Thank you for your thoughts Kavan !

I have more to say but time's short and I'm in the middle of writing a paper for university. I'll come back to your comment when I'm done with my essay.

In the event I'm not around, I'll provide some more info that could explain why the guy hesitates to offer surgery. I'll also provide a diagram having to do with rotations.

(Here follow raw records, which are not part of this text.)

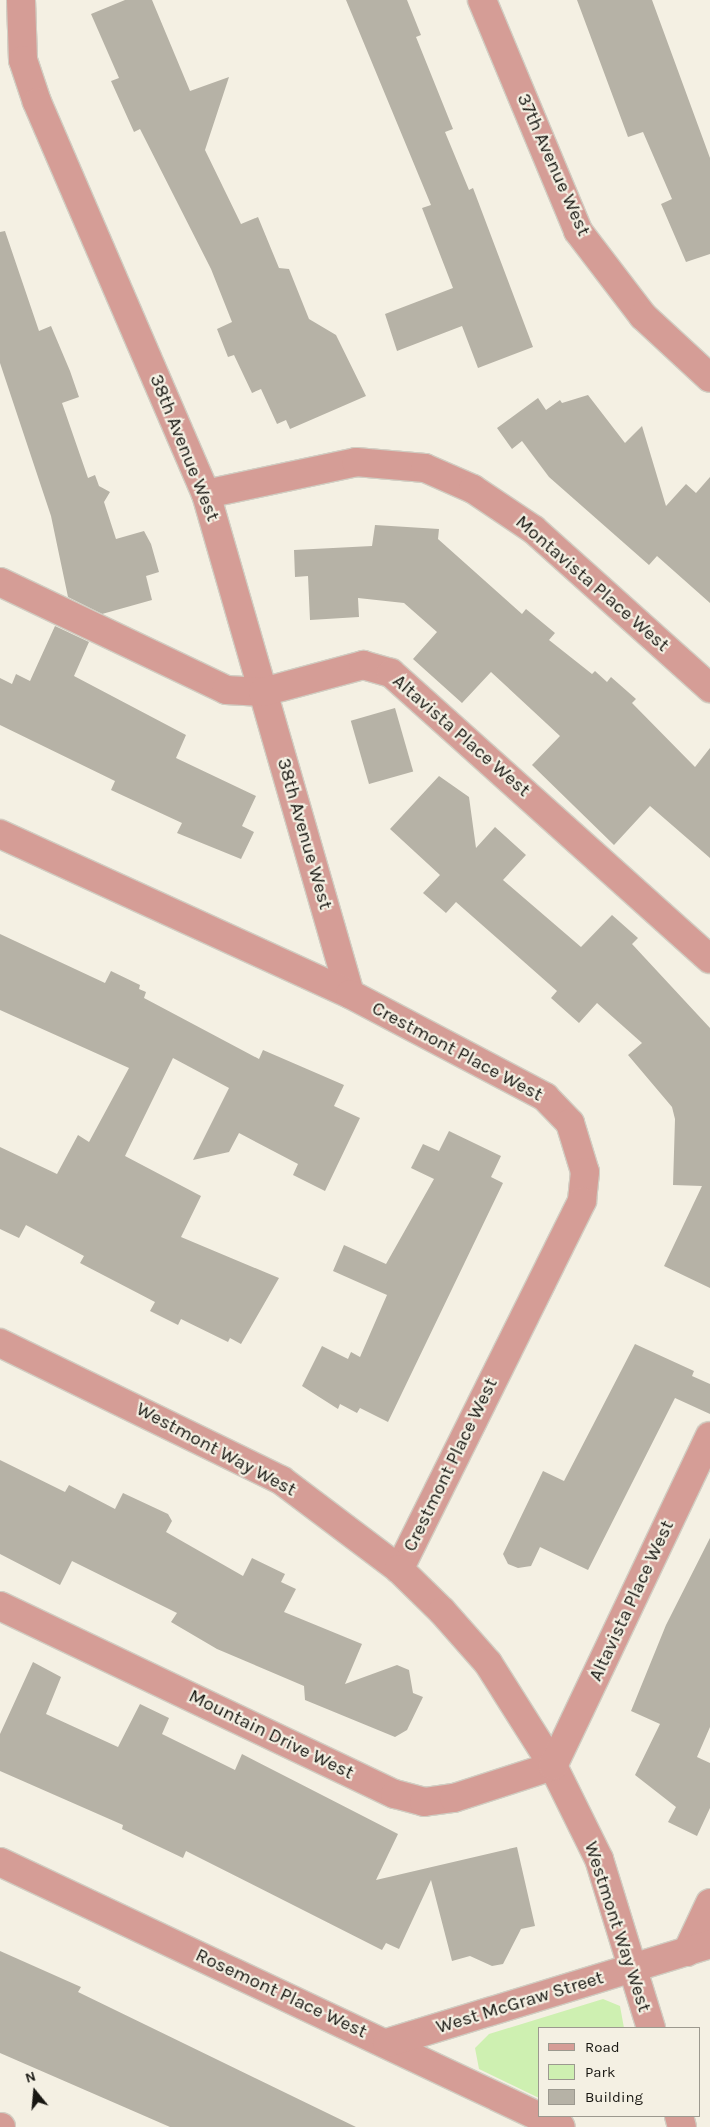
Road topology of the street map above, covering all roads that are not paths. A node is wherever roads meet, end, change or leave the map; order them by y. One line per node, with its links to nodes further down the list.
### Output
1 (20, 0): 4 (street, 38th Avenue West)
2 (482, 0): 3 (street, 37th Avenue West)
3 (710, 378)
4 (206, 494): 6 (street, Montavista Place West); 7 (street, 38th Avenue West)
5 (0, 582): 7 (street, Altavista Place West)
6 (710, 688)
7 (263, 692): 9 (street, Altavista Place West); 10 (street, 38th Avenue West)
8 (0, 834): 10 (street, Crestmont Place West)
9 (710, 960)
10 (350, 994): 13 (street, Crestmont Place West)
11 (0, 1343): 13 (street, Westmont Way West)
12 (710, 1436): 15 (street, Altavista Place West)
13 (399, 1569): 15 (street, Westmont Way West)
14 (0, 1606): 15 (street, Mountain Drive West)
15 (553, 1766): 19 (street, Westmont Way West)
16 (0, 1862): 21 (street, Rosemont Place West)
17 (710, 1903): 18 (street)
18 (698, 1948): 19 (street, West McGraw Street)
19 (632, 1968): 20 (street, Westmont Way West); 21 (street, West McGraw Street)
20 (651, 2027)
21 (387, 2043): 22 (street, Rosemont Place West)
22 (538, 2116)
23 (540, 2117): 24 (street, Rosemont Place West)
24 (561, 2127)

1: The angle of inclination the lower incisor has with the border of the mandible looks to exceed 95 degrees. It's not uncommon for prior ortho to get 'bite rite' by flaring out the upper and lower incisors which might contribute to the lip 'stick out'. I don't remember the exact angle but just to say the maxfax docs like it to be near range of 90 to 95 degrees and not overly obtuse. So, maybe he doesn't want to pluck a pre-molar which would be needed to get the lower incisor with in the range of inclination they like it to have when doing an advancement.

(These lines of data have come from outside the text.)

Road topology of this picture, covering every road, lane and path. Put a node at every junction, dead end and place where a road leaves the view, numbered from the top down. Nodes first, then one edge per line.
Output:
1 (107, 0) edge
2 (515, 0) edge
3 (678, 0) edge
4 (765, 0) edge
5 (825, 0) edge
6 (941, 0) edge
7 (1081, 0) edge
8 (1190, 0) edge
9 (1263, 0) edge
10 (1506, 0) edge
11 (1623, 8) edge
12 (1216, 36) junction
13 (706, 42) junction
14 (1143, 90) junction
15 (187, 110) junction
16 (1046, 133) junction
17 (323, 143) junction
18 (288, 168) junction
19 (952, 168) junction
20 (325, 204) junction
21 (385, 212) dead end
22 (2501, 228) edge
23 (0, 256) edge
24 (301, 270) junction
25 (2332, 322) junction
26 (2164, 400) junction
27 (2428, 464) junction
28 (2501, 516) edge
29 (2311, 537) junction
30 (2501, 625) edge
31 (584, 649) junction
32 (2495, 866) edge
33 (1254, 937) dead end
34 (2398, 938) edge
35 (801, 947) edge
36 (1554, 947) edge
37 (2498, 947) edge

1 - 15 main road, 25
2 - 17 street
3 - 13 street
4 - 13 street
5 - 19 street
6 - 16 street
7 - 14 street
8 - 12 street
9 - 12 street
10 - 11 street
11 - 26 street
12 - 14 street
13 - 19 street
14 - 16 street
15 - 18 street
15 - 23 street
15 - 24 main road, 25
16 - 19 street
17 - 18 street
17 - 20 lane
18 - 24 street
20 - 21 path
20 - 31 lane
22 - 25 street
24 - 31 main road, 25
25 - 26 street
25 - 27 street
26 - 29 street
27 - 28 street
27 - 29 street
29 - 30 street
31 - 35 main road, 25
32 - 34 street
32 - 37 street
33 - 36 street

2: Although the lip 'stickout' is made less and re-orients to rotate down and backward with CW-r, lack of tooth show along with complaint of lower face too short would require an OVERALL down graft (one to the entire maxilla) with net CW-r. Thing is that an overall down graft to ELONGATE the maxilla is not something all surgeons do (advanced skill set is needed). Just sayin' for short lower '1/3rd' and lack of upper tooth show, a down graft that spans the entire maxilla is needed. So, you would have to establish if he actually does them. By the way, an overall maxillary downgraft to increase the height of lower face can have net CW-R, net CCW-r or 0 net rotation if length of it is uniform throughout span of maxilla. When the front of it is longer than the back of it, it's net CW-r and when the back of it is longer than the front, it's net CCW-r. But no matter the rotation, what the grafts have in common is LENGTH added to lower 3rd of face. Monkey muzzle (chimp lip) has more to do advancing over an unfavorable rotation when they advance both the jaw and maxilla equally where they have to advance the maxilla TOO MUCH to because they DON'T do a CCW-r in a person who could need that in order to have the mandible advanced more than the maxilla. So, it's more of a matter of an equal advancement of both jaws in people who start with an unfavorable inherent rotation of the jaws which is not changed (via rotation) before hand. So, chimp lip is neither directly associated with CW-r or CCW-r pe se. It's directly associated with MORE advancement of the maxilla than a person might need when a doctor advances both jaws equally (linear advancement) to get a large mandible advancement and the maxilla goes along with the same ride.

3: Another thing that needs a graft of sorts is a genio that goes in the direction of downward and outward. It makes a bone GAP than needs to be filled in with a graft. So, maybe he doesn't do the type of grafts other docs do

4: Depending on how much you conveyed to the doctor that your bone structure was not as 'robust' as you would like,maybe he thought you were expecting too much from maxfax surgery. Bimax/double jaw surgery will do nothing for cheek bones. Although they can vertically elongate the maxilla for a longer lower 'third' of the face, they can't make the jaw bone itself more robust. That is to say, it doesn't actually make a vertically short mandibular body longer or more 'hefty'.

All that said, I think it could be a combination of your expecting to get a more 'robust' bone structure from maxfax surgery and also, possibility of pre-molar removal and also a question of whether or not he performs the type of BONE GRAFTING techniques associated with maxilla elongation and also a type of genio that goes down and outward also needing bone grafting. Like it sounds more in that direction than in direction of getting 'chimp lip'. I'm not predicting whether you could or could not get chimp lip. Just saying, I don't think that possibility is the salient reason for his being disinclined to encourage surgery.